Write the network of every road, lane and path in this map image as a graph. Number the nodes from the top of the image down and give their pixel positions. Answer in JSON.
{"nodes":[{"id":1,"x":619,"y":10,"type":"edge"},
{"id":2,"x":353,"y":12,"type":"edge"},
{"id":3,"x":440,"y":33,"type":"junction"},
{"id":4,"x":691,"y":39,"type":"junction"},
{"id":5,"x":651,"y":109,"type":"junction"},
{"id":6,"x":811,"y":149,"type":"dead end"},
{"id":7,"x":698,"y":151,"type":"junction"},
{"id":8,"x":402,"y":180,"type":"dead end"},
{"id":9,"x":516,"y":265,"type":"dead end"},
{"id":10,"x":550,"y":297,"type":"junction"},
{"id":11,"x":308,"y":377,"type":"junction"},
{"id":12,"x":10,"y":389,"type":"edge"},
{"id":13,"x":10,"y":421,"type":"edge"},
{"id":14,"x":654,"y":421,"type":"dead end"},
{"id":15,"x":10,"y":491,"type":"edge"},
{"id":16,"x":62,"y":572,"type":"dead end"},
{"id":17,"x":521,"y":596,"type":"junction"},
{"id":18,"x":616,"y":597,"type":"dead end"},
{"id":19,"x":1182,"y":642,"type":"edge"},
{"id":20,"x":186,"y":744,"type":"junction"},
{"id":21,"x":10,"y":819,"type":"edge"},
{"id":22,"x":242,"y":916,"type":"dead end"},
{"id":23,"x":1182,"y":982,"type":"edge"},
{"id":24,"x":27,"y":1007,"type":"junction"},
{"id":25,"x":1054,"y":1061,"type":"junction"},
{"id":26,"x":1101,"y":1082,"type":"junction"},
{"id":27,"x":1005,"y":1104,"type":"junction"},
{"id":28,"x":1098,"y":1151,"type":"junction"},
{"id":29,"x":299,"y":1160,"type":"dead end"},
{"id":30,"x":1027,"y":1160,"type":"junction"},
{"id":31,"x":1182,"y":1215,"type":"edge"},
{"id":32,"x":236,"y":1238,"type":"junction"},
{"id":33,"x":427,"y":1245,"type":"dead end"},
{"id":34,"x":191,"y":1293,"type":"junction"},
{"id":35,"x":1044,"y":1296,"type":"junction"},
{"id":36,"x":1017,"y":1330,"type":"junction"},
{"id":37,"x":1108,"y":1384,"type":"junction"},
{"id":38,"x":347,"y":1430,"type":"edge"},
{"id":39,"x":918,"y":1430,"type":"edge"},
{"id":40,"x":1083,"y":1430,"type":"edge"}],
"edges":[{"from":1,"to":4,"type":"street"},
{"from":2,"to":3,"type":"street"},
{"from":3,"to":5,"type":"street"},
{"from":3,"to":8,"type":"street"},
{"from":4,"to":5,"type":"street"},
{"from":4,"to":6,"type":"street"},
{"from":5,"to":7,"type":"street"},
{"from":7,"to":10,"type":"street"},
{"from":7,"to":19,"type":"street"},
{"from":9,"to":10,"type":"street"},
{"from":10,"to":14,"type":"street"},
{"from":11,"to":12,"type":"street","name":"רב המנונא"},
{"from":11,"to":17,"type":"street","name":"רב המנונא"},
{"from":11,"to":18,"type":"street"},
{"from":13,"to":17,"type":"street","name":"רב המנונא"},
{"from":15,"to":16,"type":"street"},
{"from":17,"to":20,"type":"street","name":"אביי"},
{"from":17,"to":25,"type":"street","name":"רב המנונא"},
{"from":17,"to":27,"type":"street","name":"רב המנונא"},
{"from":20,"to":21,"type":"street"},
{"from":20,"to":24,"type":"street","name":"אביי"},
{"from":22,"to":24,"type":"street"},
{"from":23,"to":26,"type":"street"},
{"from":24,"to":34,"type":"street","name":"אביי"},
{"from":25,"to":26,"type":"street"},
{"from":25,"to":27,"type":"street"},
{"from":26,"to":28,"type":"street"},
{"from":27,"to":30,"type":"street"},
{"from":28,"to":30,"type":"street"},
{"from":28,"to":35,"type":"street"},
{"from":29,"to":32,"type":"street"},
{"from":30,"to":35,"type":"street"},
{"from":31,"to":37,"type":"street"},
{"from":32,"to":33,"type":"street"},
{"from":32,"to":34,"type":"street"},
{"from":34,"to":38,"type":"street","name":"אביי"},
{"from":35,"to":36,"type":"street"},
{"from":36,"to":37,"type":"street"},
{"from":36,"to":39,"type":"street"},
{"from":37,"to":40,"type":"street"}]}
========================
[What this task involves]: Search the data for "המנונא". Copy each line that has it.

[Written response]:
{"from":11,"to":12,"type":"street","name":"רב המנונא"},
{"from":11,"to":17,"type":"street","name":"רב המנונא"},
{"from":13,"to":17,"type":"street","name":"רב המנונא"},
{"from":17,"to":25,"type":"street","name":"רב המנונא"},
{"from":17,"to":27,"type":"street","name":"רב המנונא"},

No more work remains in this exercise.